Recent statistics produced by the companies Human Resources department show that the levels of sickness and absenteeism are unacceptably high. 2. EXECUTIVE SUMMARY 2. 1 This Report considers 5 main objectives: Discuss the relationship between staff welfare and organisational objectives. Explain the process for assessing staff welfare. Identify the actions to be taken by the manager in dealing with a staff welfare Issue. Describe how to communicate responsibilities for staff welfare to then team. Discuss records that may be maintained to demonstrate that staff welfare is supported. . Discuss the relationship between staff welfare and organisational objectives. The relationship between staff welfare and organisational objectives can be can be a bit of a balancing act but there are many basic requirements we all expect when we go to work: Safe working conditions / work environment (risk assessments carried out) Safety from any kind of harassment e. g. bullying, sexual, racial. Good employee relations with people being treated with dignity and respect. Equal opportunities. Adequate induction into the company and ongoing training.

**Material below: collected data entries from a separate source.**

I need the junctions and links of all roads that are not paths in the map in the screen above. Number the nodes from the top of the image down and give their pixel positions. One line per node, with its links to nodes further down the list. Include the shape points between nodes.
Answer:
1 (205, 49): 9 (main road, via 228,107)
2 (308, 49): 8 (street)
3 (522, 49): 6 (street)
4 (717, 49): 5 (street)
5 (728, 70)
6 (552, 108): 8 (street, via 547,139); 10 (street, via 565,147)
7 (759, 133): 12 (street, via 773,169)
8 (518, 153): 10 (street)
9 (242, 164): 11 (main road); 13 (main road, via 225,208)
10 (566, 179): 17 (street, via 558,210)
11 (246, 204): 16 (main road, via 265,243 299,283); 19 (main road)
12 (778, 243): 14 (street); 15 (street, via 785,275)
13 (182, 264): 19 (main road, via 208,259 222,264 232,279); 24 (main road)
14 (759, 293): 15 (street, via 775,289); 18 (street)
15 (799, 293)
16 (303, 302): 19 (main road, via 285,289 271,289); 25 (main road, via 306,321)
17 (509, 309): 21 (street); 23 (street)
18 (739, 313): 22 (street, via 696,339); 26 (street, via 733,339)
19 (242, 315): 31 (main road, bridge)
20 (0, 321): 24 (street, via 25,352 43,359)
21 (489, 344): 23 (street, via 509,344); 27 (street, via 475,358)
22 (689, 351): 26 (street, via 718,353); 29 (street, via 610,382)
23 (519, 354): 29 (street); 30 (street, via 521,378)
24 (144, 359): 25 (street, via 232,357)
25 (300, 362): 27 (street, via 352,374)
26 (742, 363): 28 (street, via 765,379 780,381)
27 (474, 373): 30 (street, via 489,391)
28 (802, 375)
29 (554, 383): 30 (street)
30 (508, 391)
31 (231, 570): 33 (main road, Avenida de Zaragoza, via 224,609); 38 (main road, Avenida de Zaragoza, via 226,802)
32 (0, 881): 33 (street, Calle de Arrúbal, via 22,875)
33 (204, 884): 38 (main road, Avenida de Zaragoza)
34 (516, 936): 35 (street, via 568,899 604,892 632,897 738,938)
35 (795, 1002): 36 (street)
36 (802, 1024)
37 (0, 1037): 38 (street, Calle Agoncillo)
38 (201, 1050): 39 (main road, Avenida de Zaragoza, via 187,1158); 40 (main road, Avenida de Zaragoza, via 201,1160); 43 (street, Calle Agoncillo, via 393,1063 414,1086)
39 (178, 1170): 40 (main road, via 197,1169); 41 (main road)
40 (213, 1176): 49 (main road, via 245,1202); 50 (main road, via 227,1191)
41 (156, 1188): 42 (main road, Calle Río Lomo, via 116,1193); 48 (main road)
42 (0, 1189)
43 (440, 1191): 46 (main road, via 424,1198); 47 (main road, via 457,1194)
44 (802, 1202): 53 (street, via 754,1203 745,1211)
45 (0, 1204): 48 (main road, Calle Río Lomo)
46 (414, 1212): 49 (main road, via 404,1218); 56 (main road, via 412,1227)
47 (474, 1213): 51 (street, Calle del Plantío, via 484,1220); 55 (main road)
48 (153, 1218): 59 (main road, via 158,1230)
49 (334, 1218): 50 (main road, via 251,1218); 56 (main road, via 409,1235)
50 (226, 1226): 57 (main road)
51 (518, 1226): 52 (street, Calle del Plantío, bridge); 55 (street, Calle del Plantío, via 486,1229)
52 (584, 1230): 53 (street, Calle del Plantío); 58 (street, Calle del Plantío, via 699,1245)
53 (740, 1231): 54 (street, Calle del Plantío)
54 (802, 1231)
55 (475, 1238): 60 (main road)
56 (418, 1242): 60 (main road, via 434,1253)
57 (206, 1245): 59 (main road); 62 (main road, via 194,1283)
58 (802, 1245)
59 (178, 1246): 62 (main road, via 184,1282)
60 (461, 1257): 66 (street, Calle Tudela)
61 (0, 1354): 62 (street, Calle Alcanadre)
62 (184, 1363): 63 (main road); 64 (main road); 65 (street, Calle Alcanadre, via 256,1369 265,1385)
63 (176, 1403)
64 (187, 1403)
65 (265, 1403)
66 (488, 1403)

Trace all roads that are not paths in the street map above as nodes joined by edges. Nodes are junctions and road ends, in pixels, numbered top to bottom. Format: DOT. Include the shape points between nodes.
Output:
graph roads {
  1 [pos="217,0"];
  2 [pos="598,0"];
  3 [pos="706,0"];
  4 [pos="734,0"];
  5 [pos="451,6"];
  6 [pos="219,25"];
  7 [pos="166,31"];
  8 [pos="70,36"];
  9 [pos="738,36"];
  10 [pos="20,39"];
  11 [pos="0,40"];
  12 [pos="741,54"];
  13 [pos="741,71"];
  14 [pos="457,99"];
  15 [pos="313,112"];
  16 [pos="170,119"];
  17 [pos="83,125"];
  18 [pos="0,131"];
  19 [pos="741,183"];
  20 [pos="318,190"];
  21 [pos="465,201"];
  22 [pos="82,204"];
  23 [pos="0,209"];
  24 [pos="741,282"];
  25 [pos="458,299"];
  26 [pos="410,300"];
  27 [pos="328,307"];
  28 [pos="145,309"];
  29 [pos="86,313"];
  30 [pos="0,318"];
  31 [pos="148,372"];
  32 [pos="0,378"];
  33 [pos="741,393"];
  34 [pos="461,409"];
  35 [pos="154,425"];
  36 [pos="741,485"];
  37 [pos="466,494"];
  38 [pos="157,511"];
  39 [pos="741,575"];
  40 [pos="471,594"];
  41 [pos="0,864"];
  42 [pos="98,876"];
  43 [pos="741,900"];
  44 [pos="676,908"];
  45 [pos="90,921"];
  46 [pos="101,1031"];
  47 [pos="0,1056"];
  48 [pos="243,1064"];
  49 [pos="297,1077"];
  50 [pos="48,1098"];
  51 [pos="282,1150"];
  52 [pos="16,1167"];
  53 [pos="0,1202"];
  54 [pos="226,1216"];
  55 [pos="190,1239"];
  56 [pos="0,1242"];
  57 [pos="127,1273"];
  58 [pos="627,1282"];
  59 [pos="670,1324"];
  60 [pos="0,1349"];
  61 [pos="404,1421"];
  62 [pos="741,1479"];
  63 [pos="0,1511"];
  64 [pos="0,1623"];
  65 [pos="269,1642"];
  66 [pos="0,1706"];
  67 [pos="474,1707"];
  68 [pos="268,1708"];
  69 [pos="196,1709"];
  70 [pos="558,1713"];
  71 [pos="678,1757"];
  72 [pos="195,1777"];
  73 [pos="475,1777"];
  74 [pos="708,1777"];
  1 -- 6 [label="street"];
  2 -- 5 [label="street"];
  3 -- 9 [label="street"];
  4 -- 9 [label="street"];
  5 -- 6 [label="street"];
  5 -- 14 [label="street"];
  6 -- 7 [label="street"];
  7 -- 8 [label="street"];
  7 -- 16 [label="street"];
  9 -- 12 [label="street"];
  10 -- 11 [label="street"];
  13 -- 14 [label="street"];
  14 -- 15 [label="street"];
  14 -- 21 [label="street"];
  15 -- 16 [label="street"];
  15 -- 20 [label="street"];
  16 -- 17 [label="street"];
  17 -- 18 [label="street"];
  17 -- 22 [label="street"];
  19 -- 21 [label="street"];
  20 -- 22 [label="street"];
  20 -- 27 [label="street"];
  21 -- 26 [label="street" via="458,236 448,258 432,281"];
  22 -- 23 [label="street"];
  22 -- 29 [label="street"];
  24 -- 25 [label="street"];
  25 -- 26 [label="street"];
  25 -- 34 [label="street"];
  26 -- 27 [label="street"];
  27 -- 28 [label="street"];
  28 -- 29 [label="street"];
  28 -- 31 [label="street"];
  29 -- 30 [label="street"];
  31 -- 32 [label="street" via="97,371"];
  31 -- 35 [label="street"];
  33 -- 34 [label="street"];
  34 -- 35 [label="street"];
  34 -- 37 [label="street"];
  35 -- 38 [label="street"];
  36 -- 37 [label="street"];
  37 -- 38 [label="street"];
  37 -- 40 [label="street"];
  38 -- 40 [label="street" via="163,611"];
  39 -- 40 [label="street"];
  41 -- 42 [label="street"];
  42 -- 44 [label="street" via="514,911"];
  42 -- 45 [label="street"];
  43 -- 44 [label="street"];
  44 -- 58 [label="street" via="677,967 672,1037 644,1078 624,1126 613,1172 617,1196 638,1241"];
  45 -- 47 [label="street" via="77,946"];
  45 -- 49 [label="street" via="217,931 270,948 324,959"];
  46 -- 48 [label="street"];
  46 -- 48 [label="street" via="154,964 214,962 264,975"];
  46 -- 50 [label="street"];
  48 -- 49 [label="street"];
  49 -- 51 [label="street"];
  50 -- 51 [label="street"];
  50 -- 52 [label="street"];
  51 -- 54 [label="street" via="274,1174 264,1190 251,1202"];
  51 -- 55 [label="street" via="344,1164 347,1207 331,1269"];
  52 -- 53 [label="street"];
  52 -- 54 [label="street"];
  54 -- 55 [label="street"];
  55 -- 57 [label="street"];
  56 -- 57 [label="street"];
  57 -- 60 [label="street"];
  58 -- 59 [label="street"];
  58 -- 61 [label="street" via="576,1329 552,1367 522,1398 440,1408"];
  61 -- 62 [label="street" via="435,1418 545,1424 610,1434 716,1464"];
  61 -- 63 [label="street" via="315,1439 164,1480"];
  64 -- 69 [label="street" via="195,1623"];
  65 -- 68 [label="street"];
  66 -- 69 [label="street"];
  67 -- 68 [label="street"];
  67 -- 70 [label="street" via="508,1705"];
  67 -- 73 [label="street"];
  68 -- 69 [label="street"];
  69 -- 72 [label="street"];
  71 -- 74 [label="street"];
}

Some of these process’s come at a cost and given the current economic downturn many companies may want try and make cutbacks in certain areas namely ongoing training which can be expensive. If we are able to show our staff that we really care about there interests and personnel development it has been shown in studies to increase the overall feeling of well-being in the work place, this is proven to increase productivity and reduce rates of sickness and absenteeism which in-turn leads to a positive effect on bottom line profits. A study by Dr Kerstin Alfes of Kingston University Business School found that:

Keeping staff happy might not be a high priority for employers in the economic downturn. But a report from Kingston University argues that a contented workforce can help an organisation to succeed and can even make the difference between whether or not a struggling company survives the recession. 1 4. Explain the process for assessing staff welfare. The process for assessing staff welfare can be achieved in several ways, all are based on an open and honest flow of communication from front-line staff up the chain of command using well defined process’s.
Making the chain of command clear is also very important so staff know the correct approach to take and who to contact with any given issue/grievance. Here are some of the methods we currently have in place to assess staff welfare: Surveys / Questionnaires. Suggestion Box’s (Anonymous). Regular performance reviews / appraisals. Near-miss and accident reporting. Back to work interviews. All these process’s are based on getting an understanding of how the workforce feel at work and improvements that may be needed to make things run smoother. One process our company hasn’t yet developed fully is a workplace counselling scheme.
This concept originated in the USA and looks at staff welfare not only in the work place but outside it too, it recognises that many problems affecting productivity and welfare are not only work related. This counselling must be confidential and empathetic to the personal needs on the individual employee. 5. Identify the actions to be taken by the manager in dealing with a staff welfare issue. A manager may deal with staff welfare issues in the following ways, closely assessing the information gathered during the processing of a staff welfare issue and also looking into other relevant information is one of the most important step.
We need to get to the bottom of the issue and take a balanced view on all the concerns raised. Actions to be taken: Following of policies and procedures that are in place. Meetings with those concerned with the specific staff welfare issue. Close assessment of information gathered. These actions should lead to a good overall picture of the staff welfare issue and allow use to take the correct approach in rectifying or putting controlling measures in place to minimize the issue. Often policies and procedures may need to be updated to incorporate things we have learnt from individual issues.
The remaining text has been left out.